Cansancio colectivo
- Carlos Alfonso, Colombian, 1986
- Born: Colombia
Carlos Alfonso, Cansancio colectivo (Collective Fatigue), 2022. Oil paint and acrylic paint on wood; 16⅝ × 24⅛ in. Denver Art Museum: Funds from Charles G. Patterson III, 2022.337 © Carlos Alfonso
A painter, sculptor, video artist, and writer, Carlos Alfonso was born in 1986 in Popayán, Colombia. After several years of a nomadic life, traveling with his wife to different countries and regions of Colombia while collecting stories and connecting with peoples of diverse cultures and backgrounds, the couple settled in the countryside on the Cundinamarca region where he grows traditional Colombian food crops, native fruits and trees. Alfonso is interested in oral traditions, storytelling, anecdotes, and generally all aspects of the traditional culture of his native Colombia, including cooking and serving food. His paintings incorporate texts and images to generate narratives that deal with religion, superstition, and past and present history. Intimate, personal, and portable, Alfonso employs small to medium size formats traditionally associated with ex-voto painting since colonial times, which include large cartouches with texts that relate to and explain the images depicted. Imbibed in history yet strikingly modern, Alfonso's visual vocabulary references the ancient world, the cultures of pre-conquest Americas, and the arts of the colonial age.

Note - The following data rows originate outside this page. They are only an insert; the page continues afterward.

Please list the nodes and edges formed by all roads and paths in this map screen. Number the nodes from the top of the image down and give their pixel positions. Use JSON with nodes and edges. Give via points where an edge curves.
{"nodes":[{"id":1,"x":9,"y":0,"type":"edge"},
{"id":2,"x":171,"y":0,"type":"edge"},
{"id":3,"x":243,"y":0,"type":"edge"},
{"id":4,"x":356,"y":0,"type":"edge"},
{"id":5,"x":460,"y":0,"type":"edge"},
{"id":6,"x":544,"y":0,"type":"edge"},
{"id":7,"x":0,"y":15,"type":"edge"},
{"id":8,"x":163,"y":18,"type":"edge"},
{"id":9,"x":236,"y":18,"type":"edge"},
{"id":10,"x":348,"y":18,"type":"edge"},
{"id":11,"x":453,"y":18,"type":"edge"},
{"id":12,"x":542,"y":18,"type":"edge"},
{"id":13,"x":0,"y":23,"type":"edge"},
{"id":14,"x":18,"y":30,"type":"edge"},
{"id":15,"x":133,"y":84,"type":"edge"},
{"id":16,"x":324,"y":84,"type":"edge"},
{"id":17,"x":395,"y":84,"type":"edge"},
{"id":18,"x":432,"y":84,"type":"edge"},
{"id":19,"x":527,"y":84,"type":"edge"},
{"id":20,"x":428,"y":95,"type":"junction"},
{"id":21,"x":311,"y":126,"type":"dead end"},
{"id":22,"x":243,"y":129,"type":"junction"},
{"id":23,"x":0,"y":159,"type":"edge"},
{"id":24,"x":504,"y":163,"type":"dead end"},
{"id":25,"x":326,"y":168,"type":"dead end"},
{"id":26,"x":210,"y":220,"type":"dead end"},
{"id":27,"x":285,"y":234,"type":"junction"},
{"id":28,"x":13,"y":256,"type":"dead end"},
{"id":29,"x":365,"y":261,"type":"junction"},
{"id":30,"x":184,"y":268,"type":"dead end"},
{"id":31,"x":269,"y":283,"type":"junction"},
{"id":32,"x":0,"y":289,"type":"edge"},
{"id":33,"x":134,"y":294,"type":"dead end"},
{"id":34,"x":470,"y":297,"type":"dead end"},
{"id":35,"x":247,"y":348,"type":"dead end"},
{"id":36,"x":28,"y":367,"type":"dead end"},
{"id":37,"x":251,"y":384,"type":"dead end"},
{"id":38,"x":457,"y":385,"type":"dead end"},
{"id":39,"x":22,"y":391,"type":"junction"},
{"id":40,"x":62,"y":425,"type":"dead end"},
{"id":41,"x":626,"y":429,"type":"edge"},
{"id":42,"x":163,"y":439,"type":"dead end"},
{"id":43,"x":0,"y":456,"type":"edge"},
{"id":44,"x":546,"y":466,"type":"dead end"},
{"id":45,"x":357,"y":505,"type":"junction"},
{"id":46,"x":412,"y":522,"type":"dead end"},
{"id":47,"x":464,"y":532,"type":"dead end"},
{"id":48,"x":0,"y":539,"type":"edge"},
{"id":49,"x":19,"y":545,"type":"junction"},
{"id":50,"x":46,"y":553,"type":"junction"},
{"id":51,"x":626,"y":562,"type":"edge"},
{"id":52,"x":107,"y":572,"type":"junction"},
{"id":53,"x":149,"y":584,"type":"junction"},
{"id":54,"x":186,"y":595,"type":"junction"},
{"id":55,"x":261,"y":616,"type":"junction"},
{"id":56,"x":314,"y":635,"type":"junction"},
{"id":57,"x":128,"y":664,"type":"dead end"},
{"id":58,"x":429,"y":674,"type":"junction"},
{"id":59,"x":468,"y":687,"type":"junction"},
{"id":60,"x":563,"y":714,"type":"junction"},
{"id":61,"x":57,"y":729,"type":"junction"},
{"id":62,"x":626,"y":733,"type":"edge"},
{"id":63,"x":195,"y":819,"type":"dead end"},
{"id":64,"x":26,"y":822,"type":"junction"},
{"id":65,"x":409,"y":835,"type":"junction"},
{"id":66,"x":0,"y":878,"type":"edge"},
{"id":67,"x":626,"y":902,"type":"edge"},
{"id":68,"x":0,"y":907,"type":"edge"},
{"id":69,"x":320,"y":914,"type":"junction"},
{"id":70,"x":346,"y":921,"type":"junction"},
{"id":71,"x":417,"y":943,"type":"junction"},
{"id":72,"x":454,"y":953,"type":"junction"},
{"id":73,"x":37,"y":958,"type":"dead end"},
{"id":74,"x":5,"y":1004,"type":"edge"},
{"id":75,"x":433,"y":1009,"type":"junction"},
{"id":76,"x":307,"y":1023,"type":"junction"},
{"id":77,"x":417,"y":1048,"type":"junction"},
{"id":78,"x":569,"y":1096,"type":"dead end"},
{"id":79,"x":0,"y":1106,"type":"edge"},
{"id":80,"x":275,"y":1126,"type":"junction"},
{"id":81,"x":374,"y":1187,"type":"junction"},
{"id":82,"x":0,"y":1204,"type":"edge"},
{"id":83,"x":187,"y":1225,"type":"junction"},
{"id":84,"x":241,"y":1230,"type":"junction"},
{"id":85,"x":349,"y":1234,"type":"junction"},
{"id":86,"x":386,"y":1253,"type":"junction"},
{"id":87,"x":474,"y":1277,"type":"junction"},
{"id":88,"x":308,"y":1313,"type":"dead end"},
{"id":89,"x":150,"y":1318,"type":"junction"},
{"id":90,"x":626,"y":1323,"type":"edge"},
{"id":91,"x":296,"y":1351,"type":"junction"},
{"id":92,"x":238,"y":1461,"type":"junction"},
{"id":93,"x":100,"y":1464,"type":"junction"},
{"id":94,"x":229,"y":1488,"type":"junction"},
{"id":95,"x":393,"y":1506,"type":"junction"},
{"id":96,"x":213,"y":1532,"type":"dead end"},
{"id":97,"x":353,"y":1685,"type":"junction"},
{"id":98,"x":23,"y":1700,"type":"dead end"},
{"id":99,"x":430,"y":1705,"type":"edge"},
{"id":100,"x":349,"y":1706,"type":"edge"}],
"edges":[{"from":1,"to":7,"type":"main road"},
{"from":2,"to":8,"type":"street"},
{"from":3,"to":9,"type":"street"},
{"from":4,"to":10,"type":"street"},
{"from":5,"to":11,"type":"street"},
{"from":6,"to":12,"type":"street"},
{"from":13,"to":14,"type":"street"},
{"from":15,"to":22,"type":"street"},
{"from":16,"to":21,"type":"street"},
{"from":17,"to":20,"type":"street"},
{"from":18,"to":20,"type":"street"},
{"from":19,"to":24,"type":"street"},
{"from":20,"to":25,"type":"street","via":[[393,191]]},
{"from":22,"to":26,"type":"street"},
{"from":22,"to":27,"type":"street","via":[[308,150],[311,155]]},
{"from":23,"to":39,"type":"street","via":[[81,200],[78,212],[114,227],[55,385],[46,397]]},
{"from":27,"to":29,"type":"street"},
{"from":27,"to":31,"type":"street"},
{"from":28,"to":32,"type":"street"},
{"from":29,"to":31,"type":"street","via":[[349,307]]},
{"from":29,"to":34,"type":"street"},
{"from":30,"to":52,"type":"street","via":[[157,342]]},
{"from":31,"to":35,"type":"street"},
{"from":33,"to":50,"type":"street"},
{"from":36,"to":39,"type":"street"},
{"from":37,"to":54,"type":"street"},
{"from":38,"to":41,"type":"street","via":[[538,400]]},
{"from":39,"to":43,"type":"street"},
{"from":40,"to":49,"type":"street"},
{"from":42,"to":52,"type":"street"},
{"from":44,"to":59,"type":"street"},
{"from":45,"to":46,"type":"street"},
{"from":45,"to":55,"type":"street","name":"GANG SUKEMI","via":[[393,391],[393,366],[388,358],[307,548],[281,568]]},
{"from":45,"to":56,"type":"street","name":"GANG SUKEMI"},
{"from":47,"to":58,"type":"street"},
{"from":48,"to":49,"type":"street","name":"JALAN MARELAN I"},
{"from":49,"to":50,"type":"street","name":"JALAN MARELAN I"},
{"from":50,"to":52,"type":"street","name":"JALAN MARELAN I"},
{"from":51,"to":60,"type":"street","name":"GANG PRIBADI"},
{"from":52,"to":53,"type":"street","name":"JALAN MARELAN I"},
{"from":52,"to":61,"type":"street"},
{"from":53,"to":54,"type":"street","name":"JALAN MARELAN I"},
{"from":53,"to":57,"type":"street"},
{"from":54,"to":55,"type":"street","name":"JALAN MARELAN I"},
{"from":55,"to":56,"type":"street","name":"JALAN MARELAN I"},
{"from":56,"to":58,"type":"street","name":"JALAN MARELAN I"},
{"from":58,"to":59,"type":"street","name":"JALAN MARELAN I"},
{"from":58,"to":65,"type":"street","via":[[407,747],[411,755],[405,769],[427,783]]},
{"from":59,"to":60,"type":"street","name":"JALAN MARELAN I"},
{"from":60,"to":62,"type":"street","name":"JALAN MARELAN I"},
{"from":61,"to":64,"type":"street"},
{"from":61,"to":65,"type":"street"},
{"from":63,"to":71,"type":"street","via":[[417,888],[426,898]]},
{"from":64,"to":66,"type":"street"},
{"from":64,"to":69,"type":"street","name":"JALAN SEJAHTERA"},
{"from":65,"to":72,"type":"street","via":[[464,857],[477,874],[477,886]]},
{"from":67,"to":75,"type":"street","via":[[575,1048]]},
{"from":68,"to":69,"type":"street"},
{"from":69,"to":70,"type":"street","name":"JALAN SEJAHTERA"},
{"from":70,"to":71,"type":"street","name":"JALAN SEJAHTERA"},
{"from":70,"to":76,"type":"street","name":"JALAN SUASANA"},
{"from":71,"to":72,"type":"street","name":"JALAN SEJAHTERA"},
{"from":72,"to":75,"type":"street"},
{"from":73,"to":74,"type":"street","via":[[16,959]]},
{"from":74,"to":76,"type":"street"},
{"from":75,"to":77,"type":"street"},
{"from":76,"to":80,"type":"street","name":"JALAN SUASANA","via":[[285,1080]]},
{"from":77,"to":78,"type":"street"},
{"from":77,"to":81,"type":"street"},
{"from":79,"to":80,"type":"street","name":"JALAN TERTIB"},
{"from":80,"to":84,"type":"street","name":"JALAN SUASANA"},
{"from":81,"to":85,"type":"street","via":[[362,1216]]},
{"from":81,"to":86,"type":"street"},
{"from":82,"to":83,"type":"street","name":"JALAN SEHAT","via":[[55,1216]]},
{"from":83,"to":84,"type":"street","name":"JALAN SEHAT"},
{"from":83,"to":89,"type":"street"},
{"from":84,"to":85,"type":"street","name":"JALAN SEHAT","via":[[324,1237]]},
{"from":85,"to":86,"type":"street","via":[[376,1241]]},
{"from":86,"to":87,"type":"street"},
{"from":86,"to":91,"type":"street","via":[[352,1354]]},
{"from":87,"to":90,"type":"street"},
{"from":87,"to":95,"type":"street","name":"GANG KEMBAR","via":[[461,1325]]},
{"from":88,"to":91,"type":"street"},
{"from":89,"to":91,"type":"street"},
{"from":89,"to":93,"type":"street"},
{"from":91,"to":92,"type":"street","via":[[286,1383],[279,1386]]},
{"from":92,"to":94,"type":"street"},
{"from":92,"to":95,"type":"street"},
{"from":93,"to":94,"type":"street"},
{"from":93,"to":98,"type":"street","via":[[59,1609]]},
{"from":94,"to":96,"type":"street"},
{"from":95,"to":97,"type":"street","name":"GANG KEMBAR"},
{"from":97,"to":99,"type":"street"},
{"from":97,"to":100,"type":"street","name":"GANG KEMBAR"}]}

The fictional narrative of Cansancio colectivo (Collective Fatigue) from 2022 deals with the present-day sense of universal collective exhaustion —tacitly suggesting post-COVID trauma and the perspective of a hopeless future. Dealing with superstition and being charged with a sense of humor, it is inspired by the ritual ceremonies of cleansing, healing, and well-being with a long tradition across Latin America. Infused with symbolism and poetry, all the elements depicted, include, among others, cocoa, salt, black pepper, ground maca root, piloncillo (unrefined whole cane sugar), cashew fruit, a soft-boiled egg, a plantain, chili pepper, a white candle, chamomile flowers, a branch of rosemary, a spice clove, and the grains of a corn cobb, are part of the fictional ritual described on the text which is intended to bring back the dove of peace that according to the artist is hiding in a hole full of smoke while growing back its wings. The fruits, vegetables, and seeds depicted come from different places, the Americas, Europe, and Asia, a refined allegory to the multicultural, mestizo, nature of Latin American material culture and society.
A mirror of today's post-COVID society and art, the proposed artwork showcases how present-day artists look for inspiration and transform and adapt the formats and visual repertoires of the colonial period for creating present-day expressions associated with the region's identity and the spirit of the present.